Nous déplorons à la fois le contenu des programmes et le temps d'écran. Les dessins animés restent majoritairement faits de rythmes, de sons et d'images saccadés, qui ne correspondent pas aux besoins des enfants et sont conçus pour les capter le plus longtemps possible. Les formats sont souvent un tunnel de plusieurs épisodes, devant lesquels les enfants restent captifs au-delà du nécessaire ; et les parents se retrouvent en difficulté face à une offre à jet continu. L'offre à six heures du matin n'a pas lieu d'être pour des enfants, puisque toutes les recherches internationales montrent que regarder un petit dessin animé avant d'aller à l'école abîme l'attention secondaire requise pour les apprentissages. Il faudrait programmer les dessins animés pour les jeunes enfants à la sortie de l'école ou pendant les vacances, et non pas à jet continu. Les familles se retrouvent débordées, impuissantes qu'elles sont à réguler la consommation d'écran.
La question de la captation par le neuro-marketing se pose également. Il s'agit de la façon dont des contenus de promotion apparaissent incidemment : Oui-Oui qui prend une tablette tactile tout seul ou Garfield vautré avec de la malbouffe devant la télévision. Ces contenus inclus dans les dessins animés font l'apologie d'une pratique qui n'est pas conforme aux besoins des enfants. Or les enfants s'identifient à ces personnages et sont pris par quelque chose qui les dépasse. De la même façon, quand les publicités sont trop proches d'un dessin animé, le jeune enfant ne fait pas la différence avec le dessin animé. Il est ainsi content de retrouver les produits dérivés et devient un acteur des achats des familles, ce qui est très problématique. Cette pression d'achat fait en effet intrusion dans la relation parents-enfant, en défaveur de l'autorité parentale, qui n'a plus la main. Ces mécanismes sont bien connus. Cela abîme et fatigue les familles au quotidien.

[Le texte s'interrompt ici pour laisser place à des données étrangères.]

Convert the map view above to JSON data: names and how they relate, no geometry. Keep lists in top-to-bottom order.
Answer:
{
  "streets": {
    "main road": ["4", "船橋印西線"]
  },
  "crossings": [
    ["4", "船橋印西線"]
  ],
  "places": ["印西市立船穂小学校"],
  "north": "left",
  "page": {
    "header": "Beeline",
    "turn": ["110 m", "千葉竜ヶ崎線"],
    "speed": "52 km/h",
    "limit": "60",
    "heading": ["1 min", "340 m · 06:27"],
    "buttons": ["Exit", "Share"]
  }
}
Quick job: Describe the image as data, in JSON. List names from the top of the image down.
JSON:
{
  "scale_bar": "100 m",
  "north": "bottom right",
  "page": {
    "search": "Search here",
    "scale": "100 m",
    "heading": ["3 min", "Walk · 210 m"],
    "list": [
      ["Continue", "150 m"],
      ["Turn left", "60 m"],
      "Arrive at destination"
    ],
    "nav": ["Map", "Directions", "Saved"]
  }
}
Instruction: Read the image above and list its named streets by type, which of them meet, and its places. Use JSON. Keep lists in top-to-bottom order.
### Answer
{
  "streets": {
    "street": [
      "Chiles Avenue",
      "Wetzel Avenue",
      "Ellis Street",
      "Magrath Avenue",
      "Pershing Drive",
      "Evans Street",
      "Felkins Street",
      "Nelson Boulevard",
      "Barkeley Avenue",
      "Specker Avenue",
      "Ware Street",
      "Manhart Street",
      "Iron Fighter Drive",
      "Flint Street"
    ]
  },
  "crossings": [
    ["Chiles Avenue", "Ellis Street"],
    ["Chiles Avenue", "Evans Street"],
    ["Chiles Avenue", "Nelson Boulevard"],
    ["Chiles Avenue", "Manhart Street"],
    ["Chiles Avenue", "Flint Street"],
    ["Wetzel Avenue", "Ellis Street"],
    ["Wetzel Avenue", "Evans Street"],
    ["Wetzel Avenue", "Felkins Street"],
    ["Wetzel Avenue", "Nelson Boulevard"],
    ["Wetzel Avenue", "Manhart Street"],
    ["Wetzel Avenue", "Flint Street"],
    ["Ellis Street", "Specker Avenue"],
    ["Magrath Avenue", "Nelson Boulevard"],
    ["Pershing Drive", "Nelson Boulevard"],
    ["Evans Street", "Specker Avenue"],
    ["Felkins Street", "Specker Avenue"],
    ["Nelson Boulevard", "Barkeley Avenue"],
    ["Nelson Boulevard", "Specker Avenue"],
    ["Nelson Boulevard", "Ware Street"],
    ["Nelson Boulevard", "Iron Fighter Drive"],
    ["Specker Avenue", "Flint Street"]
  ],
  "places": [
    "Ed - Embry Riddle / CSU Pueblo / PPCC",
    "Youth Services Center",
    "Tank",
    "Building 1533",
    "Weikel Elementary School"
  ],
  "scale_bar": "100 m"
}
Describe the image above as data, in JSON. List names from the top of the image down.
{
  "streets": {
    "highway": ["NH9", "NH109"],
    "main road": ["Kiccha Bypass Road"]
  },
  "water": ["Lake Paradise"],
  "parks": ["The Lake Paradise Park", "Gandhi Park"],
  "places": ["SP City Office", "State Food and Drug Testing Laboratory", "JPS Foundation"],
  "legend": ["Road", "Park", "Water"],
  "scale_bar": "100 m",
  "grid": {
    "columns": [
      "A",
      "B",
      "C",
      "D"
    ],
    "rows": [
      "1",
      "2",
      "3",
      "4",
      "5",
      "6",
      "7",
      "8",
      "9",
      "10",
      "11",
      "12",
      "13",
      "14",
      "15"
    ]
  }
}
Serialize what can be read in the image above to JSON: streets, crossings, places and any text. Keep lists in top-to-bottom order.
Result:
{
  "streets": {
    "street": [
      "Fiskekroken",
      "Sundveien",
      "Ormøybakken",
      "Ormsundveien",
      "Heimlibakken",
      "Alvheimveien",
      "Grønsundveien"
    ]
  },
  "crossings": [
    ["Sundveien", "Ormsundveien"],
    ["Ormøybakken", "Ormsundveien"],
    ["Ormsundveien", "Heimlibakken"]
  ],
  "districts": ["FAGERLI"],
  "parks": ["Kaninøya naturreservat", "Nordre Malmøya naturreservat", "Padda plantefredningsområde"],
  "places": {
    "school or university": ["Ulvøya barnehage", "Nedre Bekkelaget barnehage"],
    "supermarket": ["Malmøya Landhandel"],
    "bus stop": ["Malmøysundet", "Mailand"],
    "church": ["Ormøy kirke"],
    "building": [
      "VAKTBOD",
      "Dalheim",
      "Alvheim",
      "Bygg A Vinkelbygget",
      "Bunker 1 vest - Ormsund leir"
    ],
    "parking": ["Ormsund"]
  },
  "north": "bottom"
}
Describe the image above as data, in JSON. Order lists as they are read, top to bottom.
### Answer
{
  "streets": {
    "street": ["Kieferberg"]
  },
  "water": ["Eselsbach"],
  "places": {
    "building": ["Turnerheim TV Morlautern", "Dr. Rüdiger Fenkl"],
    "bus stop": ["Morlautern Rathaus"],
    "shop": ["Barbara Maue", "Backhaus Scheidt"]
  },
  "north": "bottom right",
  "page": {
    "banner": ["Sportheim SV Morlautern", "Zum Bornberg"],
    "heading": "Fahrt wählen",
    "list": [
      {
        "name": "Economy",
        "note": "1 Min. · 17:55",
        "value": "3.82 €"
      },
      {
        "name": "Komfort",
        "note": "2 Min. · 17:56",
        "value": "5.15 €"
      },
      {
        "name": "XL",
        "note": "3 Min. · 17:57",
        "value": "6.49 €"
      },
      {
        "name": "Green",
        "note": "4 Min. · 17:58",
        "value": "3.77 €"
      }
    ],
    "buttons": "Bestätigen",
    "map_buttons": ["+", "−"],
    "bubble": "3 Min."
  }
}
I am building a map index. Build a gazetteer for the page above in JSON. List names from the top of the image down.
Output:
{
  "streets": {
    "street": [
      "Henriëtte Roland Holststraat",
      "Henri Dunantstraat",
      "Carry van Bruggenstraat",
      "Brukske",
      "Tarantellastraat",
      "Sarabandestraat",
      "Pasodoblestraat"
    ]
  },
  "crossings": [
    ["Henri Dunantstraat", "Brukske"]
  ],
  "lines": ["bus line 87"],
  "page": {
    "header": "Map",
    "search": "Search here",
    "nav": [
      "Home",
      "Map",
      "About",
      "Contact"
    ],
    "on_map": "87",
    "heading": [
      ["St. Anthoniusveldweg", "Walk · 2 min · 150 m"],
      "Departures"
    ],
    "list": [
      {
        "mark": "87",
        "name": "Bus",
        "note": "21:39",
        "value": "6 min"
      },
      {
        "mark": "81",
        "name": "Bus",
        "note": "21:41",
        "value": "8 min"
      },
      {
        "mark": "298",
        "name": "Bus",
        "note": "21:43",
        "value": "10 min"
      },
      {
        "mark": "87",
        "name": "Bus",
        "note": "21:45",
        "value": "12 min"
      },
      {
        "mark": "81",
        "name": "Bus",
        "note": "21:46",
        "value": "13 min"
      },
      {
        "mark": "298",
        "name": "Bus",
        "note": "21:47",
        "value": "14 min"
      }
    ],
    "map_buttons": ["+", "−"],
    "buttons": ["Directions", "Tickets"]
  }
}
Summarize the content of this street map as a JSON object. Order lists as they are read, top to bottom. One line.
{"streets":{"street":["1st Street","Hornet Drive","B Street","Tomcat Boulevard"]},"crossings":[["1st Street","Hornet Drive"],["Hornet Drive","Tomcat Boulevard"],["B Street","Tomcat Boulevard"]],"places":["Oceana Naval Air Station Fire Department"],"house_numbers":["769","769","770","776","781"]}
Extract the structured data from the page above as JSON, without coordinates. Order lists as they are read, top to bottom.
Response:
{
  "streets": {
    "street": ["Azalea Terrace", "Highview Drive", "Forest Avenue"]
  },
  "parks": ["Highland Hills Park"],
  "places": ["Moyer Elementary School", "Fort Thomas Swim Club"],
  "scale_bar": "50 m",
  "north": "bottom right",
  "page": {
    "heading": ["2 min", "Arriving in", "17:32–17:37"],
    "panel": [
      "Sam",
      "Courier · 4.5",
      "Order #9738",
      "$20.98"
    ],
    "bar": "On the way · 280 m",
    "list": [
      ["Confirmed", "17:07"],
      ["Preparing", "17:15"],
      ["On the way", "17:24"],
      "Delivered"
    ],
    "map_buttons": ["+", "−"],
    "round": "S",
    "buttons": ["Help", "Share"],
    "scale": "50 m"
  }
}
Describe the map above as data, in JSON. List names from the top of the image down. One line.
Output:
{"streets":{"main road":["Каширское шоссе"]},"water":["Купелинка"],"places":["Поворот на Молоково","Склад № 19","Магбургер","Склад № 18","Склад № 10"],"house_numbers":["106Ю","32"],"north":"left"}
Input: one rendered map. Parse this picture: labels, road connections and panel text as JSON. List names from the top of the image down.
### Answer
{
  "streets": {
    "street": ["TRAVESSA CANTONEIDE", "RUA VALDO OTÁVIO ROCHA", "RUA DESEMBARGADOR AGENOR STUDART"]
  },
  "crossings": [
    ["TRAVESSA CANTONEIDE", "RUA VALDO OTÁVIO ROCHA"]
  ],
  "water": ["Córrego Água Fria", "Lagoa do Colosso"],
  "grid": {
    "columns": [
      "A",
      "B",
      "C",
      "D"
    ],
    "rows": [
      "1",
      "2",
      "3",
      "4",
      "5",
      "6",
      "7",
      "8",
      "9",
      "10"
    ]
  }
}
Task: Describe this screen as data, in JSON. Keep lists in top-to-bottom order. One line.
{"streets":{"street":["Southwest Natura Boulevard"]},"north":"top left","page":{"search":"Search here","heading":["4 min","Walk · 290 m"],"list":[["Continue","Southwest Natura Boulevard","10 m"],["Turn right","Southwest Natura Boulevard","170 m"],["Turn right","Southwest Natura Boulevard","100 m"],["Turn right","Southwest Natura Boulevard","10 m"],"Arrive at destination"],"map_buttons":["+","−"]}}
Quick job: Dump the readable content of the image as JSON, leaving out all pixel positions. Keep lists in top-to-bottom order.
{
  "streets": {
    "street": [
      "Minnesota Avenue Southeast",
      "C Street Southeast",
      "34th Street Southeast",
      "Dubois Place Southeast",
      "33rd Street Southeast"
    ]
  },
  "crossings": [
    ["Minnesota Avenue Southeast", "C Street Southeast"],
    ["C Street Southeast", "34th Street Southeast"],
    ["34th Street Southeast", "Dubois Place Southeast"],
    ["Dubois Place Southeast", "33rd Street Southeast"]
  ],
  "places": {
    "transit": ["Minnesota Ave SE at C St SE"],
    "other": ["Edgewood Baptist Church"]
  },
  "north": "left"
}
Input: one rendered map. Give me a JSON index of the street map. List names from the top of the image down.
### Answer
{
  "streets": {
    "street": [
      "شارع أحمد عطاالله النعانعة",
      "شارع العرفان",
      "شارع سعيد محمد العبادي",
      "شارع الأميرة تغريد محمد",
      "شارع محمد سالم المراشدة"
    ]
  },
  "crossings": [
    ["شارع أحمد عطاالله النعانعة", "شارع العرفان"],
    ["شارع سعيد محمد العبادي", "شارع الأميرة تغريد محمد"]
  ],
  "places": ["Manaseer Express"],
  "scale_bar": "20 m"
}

Avant l'adolescence, les écrans contribuent à formater un âge qui n'existe pas vraiment, qui n'existe qu'au sens du marketing : celui de la préadolescence, qui incite les jeunes à se transformer, avant même la transformation pubertaire, en de futurs acheteurs – de sacs à main et de produits féminins pour les filles, d'autres produits pour les garçons. Les familles en sont dépassées. Tout cela est fabriqué par la télévision et par les contenus numériques au sens large. Cela n'appartient pas à la transmission familiale mais devient une norme sociale dans laquelle les enfants s'engouffrent. D'autres éléments sont très connus : bain d'incitation à la culture du viol ou aux violences sexistes et sexuelles, au racisme, dans des émissions de piètre qualité, du type téléréalité. Ces contenus nous posent problème.
La télé, éventuellement la télé publique, aurait une mission d'éducation à un usage raisonné des écrans, qui nous paraîtrait salutaire. Elle pourrait relayer qu'il faut préserver le sommeil, réduire le temps d'écran à une quantité qui n'empiète pas sur les devoirs scolaires, sur l'aide aux tâches domestiques quotidiennes, sur la vie sociale et familiale ainsi que la communication intrafamiliale. Il serait de salubrité publique que des campagnes très simples soient menées sur des canaux publics. Qu'ils offrent par ailleurs des contenus de qualité serait à l'honneur du service public, en contraste avec les produits plus marchands des chaînes privées.